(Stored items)
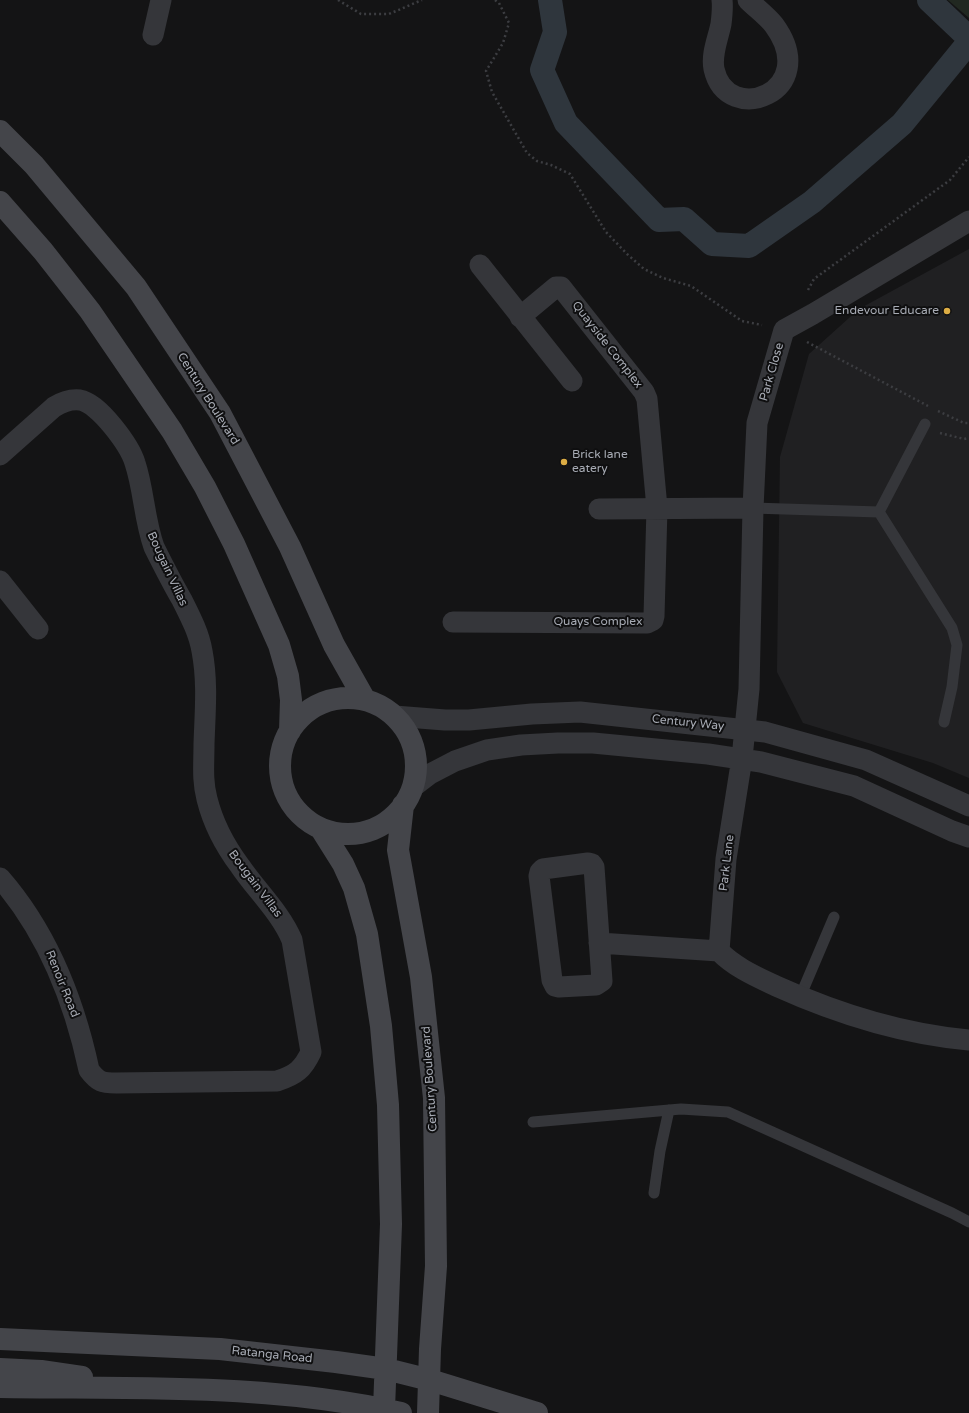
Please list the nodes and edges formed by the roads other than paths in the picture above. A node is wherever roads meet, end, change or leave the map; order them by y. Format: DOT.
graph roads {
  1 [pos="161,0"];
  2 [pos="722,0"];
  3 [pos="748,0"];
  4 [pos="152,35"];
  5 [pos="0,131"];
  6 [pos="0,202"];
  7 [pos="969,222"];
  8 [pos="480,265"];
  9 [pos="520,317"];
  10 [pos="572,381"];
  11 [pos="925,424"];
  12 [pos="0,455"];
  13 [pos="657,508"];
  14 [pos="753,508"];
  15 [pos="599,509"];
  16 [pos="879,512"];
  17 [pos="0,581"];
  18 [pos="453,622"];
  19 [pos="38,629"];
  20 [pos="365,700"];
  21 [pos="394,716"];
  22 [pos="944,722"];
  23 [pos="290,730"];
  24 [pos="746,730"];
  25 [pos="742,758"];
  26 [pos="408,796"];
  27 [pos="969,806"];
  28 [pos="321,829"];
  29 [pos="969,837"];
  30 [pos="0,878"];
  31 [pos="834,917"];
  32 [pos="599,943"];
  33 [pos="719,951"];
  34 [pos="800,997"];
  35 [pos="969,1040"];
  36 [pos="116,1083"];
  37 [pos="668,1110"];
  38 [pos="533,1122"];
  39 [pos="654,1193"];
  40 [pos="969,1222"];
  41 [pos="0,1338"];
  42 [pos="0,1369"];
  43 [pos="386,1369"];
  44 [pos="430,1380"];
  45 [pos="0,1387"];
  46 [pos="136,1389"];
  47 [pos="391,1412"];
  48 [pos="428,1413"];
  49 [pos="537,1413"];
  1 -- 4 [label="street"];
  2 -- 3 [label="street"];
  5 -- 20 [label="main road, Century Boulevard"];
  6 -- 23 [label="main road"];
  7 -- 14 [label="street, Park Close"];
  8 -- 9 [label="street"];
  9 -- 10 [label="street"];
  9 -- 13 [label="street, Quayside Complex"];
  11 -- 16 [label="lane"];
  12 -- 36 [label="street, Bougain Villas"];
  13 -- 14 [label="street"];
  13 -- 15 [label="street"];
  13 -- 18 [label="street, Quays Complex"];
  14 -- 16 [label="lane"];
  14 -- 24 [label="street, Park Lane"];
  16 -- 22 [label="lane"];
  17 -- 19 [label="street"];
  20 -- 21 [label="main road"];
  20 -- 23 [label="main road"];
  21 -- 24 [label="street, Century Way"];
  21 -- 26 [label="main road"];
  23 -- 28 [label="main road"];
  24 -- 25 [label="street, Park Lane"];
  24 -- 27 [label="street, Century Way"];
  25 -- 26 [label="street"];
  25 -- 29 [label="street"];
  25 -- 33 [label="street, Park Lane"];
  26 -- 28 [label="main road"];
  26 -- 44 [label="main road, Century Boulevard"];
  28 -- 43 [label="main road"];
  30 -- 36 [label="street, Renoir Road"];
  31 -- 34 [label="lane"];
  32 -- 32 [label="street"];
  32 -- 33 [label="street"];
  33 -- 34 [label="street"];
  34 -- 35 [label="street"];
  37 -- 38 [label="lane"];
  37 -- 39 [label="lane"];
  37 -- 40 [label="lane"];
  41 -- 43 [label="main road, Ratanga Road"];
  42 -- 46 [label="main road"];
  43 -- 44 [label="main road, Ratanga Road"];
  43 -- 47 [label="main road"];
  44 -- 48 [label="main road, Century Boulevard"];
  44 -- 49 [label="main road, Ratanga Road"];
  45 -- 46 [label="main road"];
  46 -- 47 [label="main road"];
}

Task to complete: Read the data above and count the lines that include "Park". Answer only with the count.

Response to this exercise: 4